Abstract
Background
The PD-L1/PD-1 pathway blockade-mediated immune therapy has shown promising efficacy in the treatment of multiple cancers including melanoma. The present study investigated the effects of the flavonoid apigenin on the PD-L1 expression and the tumorigenesis of melanoma.
Methods
The influence of flavonoids on melanoma cell growth and apoptosis was investigated using cell proliferation and flow cytometric analyses. The differential IFN-γ-induced PD-L1 expression and STAT1 activation were examined in curcumin and apigenin-treated melanoma cells using immunoblotting or immunofluorescence assays. The effects of flavonoid treatment on melanoma sensitivity towards T cells were investigated using Jurkat cell killing, cytotoxicity, cell viability, and IL-2 secretion assays. Melanoma xenograft mouse model was used to assess the impact of flavonoids on tumorigenesis in vivo. Human peripheral blood mononuclear cells were used to examine the influence of flavonoids on PD-L1 expression in dendritic cells and cytotoxicity of cocultured cytokine-induced killer cells by cell killing assays.
Results
Curcumin and apigenin showed growth-suppressive and pro-apoptotic effects on melanoma cells.
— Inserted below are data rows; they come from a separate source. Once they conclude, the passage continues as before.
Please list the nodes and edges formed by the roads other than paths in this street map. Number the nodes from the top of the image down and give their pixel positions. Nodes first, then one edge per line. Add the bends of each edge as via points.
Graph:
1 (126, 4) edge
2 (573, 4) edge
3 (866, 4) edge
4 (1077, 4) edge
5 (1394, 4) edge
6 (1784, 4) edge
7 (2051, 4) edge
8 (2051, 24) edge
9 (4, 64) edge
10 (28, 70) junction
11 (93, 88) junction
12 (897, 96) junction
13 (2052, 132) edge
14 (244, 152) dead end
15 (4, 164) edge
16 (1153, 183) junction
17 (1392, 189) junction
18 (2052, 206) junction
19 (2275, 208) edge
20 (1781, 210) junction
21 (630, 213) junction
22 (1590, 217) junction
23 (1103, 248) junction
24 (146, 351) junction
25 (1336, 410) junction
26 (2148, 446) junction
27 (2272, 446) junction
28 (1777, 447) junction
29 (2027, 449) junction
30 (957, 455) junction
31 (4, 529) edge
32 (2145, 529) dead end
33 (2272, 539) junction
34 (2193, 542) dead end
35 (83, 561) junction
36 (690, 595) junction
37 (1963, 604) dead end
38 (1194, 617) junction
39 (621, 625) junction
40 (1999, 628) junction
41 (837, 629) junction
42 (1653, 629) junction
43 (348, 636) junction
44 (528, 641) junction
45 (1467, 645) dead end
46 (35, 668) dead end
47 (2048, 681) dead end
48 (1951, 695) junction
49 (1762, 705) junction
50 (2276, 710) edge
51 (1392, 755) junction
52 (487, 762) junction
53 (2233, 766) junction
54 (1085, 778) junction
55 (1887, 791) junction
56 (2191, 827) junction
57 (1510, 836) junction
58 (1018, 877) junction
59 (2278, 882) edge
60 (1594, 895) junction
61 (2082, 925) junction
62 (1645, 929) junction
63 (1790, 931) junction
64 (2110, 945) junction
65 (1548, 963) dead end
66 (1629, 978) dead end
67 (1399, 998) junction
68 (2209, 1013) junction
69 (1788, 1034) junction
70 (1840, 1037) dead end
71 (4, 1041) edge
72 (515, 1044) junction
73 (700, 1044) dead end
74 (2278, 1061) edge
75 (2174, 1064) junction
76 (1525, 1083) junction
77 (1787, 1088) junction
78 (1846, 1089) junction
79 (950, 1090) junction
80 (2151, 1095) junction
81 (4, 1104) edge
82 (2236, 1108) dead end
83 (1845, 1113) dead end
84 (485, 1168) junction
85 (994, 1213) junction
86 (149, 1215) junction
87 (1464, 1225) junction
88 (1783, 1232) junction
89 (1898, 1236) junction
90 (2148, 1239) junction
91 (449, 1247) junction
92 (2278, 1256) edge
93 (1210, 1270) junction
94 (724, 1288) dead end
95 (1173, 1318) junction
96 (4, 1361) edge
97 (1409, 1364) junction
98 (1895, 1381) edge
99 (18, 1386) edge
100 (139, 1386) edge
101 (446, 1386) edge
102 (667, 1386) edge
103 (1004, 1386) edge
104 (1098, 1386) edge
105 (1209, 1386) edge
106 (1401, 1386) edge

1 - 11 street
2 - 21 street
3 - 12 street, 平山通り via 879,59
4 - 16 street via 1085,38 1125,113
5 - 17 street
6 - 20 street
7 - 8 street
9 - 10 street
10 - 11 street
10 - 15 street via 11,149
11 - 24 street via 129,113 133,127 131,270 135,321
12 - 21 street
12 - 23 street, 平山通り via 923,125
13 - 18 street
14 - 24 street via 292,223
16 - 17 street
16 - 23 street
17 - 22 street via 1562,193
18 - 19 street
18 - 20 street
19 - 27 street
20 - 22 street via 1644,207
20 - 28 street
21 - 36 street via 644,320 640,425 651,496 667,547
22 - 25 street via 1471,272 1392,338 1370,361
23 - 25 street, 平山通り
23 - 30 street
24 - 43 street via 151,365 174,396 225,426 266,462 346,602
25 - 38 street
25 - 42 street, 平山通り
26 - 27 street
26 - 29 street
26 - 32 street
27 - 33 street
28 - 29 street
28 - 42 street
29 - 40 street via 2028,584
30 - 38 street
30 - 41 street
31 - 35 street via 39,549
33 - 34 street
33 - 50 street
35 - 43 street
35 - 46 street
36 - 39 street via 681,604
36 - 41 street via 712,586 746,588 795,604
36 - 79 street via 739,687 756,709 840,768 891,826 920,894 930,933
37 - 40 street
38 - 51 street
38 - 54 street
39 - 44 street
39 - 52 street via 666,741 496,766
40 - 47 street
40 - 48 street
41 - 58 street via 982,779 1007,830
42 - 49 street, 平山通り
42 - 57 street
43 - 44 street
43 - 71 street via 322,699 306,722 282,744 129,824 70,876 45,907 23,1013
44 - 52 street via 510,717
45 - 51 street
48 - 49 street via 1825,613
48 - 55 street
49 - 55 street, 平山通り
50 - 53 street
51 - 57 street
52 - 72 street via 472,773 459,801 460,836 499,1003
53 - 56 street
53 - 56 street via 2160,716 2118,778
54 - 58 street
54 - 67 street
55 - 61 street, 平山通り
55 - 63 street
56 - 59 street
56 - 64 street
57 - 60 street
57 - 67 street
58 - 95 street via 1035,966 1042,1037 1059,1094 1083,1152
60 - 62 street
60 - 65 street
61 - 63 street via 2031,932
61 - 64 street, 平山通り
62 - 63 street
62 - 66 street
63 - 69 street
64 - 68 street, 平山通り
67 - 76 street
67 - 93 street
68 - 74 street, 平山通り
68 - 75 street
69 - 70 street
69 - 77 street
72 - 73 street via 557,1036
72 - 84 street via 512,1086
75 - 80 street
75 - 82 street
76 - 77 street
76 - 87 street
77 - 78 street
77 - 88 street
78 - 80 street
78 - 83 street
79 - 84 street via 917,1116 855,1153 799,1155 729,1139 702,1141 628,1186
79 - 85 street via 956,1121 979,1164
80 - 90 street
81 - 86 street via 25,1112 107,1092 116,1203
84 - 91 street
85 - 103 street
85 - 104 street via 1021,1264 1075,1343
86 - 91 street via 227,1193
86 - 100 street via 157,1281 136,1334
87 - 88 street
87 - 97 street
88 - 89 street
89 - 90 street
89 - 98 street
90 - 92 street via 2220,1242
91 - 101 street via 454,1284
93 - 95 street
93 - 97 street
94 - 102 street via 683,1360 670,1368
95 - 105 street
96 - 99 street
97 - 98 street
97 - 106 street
The IFN-γ-induced PD-L1 upregulation was significantly inhibited by flavonoids, especially apigenin, with correlated reductions in STAT1 phosphorylation. Apigenin-treated A375 cells exhibited increased sensitivity towards T cell-mediated killing. Apigenin also strongly inhibited A375 melanoma xenograft growth in vivo, with enhanced T cell infiltration into tumor tissues. PD-L1 expression in dendritic cells was reduced by apigenin, which potentiated the cytotoxicity of cocultured cytokine-induced killer cells against melanoma cells.
Conclusions
Apigenin restricted melanoma growth through multiple mechanisms, among which its suppression of PD-L1 expression exerted a dual effect via regulating both tumor and antigen presenting cells. Our findings provide novel insights into the anticancer effects of apigenin and might have potential clinical implications.